Information provided:
"""
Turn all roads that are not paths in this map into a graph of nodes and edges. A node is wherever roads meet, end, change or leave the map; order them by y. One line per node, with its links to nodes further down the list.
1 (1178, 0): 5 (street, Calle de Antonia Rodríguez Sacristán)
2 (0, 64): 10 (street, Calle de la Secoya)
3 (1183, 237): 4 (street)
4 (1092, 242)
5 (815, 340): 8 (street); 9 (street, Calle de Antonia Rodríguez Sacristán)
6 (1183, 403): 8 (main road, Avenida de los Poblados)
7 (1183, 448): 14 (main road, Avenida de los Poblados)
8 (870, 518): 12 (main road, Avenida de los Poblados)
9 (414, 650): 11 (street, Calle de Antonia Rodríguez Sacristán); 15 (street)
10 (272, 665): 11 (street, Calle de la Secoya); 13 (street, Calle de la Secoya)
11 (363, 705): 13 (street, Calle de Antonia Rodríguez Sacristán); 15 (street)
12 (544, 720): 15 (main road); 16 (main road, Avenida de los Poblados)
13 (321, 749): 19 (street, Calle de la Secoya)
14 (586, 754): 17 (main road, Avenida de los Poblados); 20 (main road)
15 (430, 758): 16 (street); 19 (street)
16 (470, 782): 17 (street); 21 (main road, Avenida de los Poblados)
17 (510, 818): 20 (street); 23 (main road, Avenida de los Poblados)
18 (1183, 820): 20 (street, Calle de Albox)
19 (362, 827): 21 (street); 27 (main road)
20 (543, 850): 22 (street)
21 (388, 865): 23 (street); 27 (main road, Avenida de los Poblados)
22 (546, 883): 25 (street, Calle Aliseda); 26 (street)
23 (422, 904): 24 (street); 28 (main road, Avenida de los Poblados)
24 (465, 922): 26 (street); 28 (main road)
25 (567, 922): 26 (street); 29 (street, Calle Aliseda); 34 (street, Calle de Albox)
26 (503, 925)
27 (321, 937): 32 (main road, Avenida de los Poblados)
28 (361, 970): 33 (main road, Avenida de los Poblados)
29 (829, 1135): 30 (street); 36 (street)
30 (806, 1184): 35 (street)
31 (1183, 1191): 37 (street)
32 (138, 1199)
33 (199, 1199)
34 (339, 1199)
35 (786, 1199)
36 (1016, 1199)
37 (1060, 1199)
"""
Work instruction:
Every line in the listing above should be repeated exactly.

Exercise solution:
Turn all roads that are not paths in this map into a graph of nodes and edges. A node is wherever roads meet, end, change or leave the map; order them by y. One line per node, with its links to nodes further down the list.
1 (1178, 0): 5 (street, Calle de Antonia Rodríguez Sacristán)
2 (0, 64): 10 (street, Calle de la Secoya)
3 (1183, 237): 4 (street)
4 (1092, 242)
5 (815, 340): 8 (street); 9 (street, Calle de Antonia Rodríguez Sacristán)
6 (1183, 403): 8 (main road, Avenida de los Poblados)
7 (1183, 448): 14 (main road, Avenida de los Poblados)
8 (870, 518): 12 (main road, Avenida de los Poblados)
9 (414, 650): 11 (street, Calle de Antonia Rodríguez Sacristán); 15 (street)
10 (272, 665): 11 (street, Calle de la Secoya); 13 (street, Calle de la Secoya)
11 (363, 705): 13 (street, Calle de Antonia Rodríguez Sacristán); 15 (street)
12 (544, 720): 15 (main road); 16 (main road, Avenida de los Poblados)
13 (321, 749): 19 (street, Calle de la Secoya)
14 (586, 754): 17 (main road, Avenida de los Poblados); 20 (main road)
15 (430, 758): 16 (street); 19 (street)
16 (470, 782): 17 (street); 21 (main road, Avenida de los Poblados)
17 (510, 818): 20 (street); 23 (main road, Avenida de los Poblados)
18 (1183, 820): 20 (street, Calle de Albox)
19 (362, 827): 21 (street); 27 (main road)
20 (543, 850): 22 (street)
21 (388, 865): 23 (street); 27 (main road, Avenida de los Poblados)
22 (546, 883): 25 (street, Calle Aliseda); 26 (street)
23 (422, 904): 24 (street); 28 (main road, Avenida de los Poblados)
24 (465, 922): 26 (street); 28 (main road)
25 (567, 922): 26 (street); 29 (street, Calle Aliseda); 34 (street, Calle de Albox)
26 (503, 925)
27 (321, 937): 32 (main road, Avenida de los Poblados)
28 (361, 970): 33 (main road, Avenida de los Poblados)
29 (829, 1135): 30 (street); 36 (street)
30 (806, 1184): 35 (street)
31 (1183, 1191): 37 (street)
32 (138, 1199)
33 (199, 1199)
34 (339, 1199)
35 (786, 1199)
36 (1016, 1199)
37 (1060, 1199)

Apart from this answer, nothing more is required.